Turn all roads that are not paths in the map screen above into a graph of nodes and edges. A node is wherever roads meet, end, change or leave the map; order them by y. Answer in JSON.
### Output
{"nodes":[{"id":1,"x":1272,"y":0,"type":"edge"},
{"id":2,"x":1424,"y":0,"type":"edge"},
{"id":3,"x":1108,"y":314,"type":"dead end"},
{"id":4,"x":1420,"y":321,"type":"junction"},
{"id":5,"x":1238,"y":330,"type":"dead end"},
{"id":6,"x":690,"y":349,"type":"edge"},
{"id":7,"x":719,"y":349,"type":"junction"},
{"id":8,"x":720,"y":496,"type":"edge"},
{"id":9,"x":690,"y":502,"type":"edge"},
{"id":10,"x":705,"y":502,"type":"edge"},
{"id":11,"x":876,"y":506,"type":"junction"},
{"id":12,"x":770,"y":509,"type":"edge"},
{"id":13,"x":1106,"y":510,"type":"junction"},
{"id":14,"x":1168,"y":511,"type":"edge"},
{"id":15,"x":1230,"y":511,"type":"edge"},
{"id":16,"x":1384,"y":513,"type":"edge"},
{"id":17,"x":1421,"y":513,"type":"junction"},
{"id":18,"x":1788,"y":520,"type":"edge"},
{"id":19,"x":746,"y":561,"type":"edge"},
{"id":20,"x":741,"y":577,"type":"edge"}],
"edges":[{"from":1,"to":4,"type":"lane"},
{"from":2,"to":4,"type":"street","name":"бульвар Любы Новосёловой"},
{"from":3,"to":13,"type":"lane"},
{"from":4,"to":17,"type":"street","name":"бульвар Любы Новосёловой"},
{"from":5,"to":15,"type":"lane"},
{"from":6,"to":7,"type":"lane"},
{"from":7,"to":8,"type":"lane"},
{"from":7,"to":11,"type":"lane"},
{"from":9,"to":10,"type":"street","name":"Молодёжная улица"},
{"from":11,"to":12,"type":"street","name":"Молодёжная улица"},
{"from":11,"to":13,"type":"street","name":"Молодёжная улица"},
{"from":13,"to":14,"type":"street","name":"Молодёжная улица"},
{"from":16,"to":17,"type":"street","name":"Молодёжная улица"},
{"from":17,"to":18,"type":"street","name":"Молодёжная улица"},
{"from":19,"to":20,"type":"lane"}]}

About this exercise =>
Retype all of the material. Each line must match exactly.

Answer for the task =>
Turn all roads that are not paths in the map screen above into a graph of nodes and edges. A node is wherever roads meet, end, change or leave the map; order them by y. Answer in JSON.
### Output
{"nodes":[{"id":1,"x":1272,"y":0,"type":"edge"},
{"id":2,"x":1424,"y":0,"type":"edge"},
{"id":3,"x":1108,"y":314,"type":"dead end"},
{"id":4,"x":1420,"y":321,"type":"junction"},
{"id":5,"x":1238,"y":330,"type":"dead end"},
{"id":6,"x":690,"y":349,"type":"edge"},
{"id":7,"x":719,"y":349,"type":"junction"},
{"id":8,"x":720,"y":496,"type":"edge"},
{"id":9,"x":690,"y":502,"type":"edge"},
{"id":10,"x":705,"y":502,"type":"edge"},
{"id":11,"x":876,"y":506,"type":"junction"},
{"id":12,"x":770,"y":509,"type":"edge"},
{"id":13,"x":1106,"y":510,"type":"junction"},
{"id":14,"x":1168,"y":511,"type":"edge"},
{"id":15,"x":1230,"y":511,"type":"edge"},
{"id":16,"x":1384,"y":513,"type":"edge"},
{"id":17,"x":1421,"y":513,"type":"junction"},
{"id":18,"x":1788,"y":520,"type":"edge"},
{"id":19,"x":746,"y":561,"type":"edge"},
{"id":20,"x":741,"y":577,"type":"edge"}],
"edges":[{"from":1,"to":4,"type":"lane"},
{"from":2,"to":4,"type":"street","name":"бульвар Любы Новосёловой"},
{"from":3,"to":13,"type":"lane"},
{"from":4,"to":17,"type":"street","name":"бульвар Любы Новосёловой"},
{"from":5,"to":15,"type":"lane"},
{"from":6,"to":7,"type":"lane"},
{"from":7,"to":8,"type":"lane"},
{"from":7,"to":11,"type":"lane"},
{"from":9,"to":10,"type":"street","name":"Молодёжная улица"},
{"from":11,"to":12,"type":"street","name":"Молодёжная улица"},
{"from":11,"to":13,"type":"street","name":"Молодёжная улица"},
{"from":13,"to":14,"type":"street","name":"Молодёжная улица"},
{"from":16,"to":17,"type":"street","name":"Молодёжная улица"},
{"from":17,"to":18,"type":"street","name":"Молодёжная улица"},
{"from":19,"to":20,"type":"lane"}]}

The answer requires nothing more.